→ What you should do
Go through the records underneath and count the lines that include the string "this". Give nothing but the number.

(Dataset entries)
------------------------------------

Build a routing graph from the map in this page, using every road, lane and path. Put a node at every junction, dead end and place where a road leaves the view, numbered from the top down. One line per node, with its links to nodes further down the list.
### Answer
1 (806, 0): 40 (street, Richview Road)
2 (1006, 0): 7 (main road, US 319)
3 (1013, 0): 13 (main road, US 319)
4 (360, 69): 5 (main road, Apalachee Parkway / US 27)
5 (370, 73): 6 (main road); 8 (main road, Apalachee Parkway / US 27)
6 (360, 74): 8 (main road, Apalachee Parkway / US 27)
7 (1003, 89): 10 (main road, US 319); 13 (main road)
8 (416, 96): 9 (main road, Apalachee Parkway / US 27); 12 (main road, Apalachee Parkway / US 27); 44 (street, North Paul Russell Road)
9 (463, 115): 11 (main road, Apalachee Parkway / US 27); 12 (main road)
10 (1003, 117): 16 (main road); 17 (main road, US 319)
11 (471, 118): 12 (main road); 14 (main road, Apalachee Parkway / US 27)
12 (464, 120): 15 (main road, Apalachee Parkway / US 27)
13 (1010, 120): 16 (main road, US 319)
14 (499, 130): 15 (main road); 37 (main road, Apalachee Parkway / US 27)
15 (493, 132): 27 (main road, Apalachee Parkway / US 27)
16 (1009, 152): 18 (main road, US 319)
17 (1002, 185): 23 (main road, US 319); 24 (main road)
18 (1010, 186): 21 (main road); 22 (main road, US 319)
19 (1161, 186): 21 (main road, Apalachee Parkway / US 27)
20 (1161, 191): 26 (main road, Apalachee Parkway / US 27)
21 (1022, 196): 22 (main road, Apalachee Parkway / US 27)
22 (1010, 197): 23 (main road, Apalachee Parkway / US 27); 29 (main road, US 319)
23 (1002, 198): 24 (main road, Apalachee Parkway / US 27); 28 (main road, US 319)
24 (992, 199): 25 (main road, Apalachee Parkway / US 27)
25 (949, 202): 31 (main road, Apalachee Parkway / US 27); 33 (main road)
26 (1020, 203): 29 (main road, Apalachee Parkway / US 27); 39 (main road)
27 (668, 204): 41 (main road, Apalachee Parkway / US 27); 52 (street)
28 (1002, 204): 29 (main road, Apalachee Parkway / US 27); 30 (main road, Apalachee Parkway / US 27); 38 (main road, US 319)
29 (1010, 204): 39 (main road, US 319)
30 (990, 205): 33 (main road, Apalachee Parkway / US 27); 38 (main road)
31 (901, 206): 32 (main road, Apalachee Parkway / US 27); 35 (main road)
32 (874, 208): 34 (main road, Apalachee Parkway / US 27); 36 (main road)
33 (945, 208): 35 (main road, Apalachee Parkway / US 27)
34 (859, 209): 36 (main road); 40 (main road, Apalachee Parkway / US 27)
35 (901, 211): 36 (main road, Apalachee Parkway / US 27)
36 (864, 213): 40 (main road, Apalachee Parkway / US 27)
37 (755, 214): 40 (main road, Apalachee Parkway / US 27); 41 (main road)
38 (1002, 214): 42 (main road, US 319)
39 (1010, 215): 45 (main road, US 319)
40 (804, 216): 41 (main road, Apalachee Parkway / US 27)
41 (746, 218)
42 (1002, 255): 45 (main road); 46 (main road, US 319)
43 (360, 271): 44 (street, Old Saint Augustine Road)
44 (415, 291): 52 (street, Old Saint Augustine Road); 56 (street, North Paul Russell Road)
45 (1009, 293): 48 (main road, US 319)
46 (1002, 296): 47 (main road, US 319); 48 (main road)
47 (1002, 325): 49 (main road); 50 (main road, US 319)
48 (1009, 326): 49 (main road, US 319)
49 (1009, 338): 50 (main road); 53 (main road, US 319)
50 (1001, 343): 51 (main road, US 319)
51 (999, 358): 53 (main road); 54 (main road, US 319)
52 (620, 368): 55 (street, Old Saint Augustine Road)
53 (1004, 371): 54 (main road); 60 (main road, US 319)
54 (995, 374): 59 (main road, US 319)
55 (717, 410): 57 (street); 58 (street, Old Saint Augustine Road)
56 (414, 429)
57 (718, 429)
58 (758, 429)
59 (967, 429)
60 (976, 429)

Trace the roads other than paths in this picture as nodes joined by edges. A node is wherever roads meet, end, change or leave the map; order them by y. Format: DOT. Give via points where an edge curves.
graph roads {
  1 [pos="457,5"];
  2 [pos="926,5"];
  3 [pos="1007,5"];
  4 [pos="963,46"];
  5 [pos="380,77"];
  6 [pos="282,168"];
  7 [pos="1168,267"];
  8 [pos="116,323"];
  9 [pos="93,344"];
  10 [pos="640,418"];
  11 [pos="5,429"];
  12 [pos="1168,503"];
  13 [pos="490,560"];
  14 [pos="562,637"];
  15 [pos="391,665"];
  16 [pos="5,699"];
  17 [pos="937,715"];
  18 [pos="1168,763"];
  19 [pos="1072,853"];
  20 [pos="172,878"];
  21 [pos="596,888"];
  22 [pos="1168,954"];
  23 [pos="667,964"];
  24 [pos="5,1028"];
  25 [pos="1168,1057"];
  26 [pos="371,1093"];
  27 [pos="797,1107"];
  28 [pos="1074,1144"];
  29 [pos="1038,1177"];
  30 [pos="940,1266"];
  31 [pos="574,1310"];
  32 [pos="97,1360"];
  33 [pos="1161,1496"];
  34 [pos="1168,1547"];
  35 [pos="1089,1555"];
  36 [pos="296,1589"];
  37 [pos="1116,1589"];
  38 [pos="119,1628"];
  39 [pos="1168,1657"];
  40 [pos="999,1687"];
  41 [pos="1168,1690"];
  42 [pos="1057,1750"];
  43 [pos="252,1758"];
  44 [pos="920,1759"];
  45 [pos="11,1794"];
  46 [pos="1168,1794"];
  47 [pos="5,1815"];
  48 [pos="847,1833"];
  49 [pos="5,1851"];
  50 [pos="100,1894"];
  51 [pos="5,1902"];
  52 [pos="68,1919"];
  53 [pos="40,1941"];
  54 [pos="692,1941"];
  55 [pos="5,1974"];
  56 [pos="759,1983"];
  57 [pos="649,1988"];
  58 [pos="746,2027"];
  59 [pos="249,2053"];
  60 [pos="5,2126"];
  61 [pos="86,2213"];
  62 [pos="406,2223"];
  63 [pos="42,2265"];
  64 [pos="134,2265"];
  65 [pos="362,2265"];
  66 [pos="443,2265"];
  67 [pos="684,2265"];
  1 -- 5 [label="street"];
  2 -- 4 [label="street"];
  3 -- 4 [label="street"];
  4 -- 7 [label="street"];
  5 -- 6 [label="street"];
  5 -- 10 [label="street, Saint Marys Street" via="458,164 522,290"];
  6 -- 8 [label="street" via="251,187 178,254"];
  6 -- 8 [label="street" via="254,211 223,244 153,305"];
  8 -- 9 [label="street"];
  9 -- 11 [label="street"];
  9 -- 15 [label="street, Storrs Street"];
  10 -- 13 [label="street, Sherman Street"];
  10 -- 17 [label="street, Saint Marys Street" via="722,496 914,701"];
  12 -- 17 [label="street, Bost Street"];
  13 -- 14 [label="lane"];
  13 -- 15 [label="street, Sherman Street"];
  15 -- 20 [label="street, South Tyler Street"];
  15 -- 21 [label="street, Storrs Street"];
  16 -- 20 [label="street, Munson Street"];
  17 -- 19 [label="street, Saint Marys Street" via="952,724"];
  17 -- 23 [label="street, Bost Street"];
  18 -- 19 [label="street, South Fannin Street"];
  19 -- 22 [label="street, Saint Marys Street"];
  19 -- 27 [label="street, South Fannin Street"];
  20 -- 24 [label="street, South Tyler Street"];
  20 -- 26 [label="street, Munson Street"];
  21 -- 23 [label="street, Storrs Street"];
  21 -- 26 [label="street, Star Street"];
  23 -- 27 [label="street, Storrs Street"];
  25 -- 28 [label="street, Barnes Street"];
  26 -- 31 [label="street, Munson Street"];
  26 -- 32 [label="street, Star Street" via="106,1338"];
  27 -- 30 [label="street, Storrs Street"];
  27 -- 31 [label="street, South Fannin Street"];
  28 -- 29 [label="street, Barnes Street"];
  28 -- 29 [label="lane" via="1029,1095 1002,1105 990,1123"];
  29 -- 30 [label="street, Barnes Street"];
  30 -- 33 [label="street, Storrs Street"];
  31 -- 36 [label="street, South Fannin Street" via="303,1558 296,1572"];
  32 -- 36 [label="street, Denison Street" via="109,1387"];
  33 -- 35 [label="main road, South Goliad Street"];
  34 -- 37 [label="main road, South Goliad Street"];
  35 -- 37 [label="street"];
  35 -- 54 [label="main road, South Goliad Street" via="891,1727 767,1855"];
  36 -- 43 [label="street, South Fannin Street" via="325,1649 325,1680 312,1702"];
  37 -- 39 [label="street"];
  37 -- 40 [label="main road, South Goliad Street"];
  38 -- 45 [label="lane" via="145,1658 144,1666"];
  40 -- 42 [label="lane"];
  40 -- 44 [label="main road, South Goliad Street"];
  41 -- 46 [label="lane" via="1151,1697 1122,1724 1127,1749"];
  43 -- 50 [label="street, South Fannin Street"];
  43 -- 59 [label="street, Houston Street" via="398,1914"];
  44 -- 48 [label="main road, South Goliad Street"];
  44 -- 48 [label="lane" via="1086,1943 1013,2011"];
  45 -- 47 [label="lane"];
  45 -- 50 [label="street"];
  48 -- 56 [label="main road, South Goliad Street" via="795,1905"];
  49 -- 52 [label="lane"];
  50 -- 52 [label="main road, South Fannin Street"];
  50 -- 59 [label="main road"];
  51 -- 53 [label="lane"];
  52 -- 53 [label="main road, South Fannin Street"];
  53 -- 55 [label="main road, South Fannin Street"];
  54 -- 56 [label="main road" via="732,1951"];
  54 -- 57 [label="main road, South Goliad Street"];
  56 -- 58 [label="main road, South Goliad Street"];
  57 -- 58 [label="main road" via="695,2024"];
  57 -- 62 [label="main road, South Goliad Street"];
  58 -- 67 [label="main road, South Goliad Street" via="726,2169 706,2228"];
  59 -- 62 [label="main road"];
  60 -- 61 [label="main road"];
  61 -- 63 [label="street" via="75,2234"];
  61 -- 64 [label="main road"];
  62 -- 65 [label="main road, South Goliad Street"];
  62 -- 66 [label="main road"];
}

------------------------------------

→ Task output
2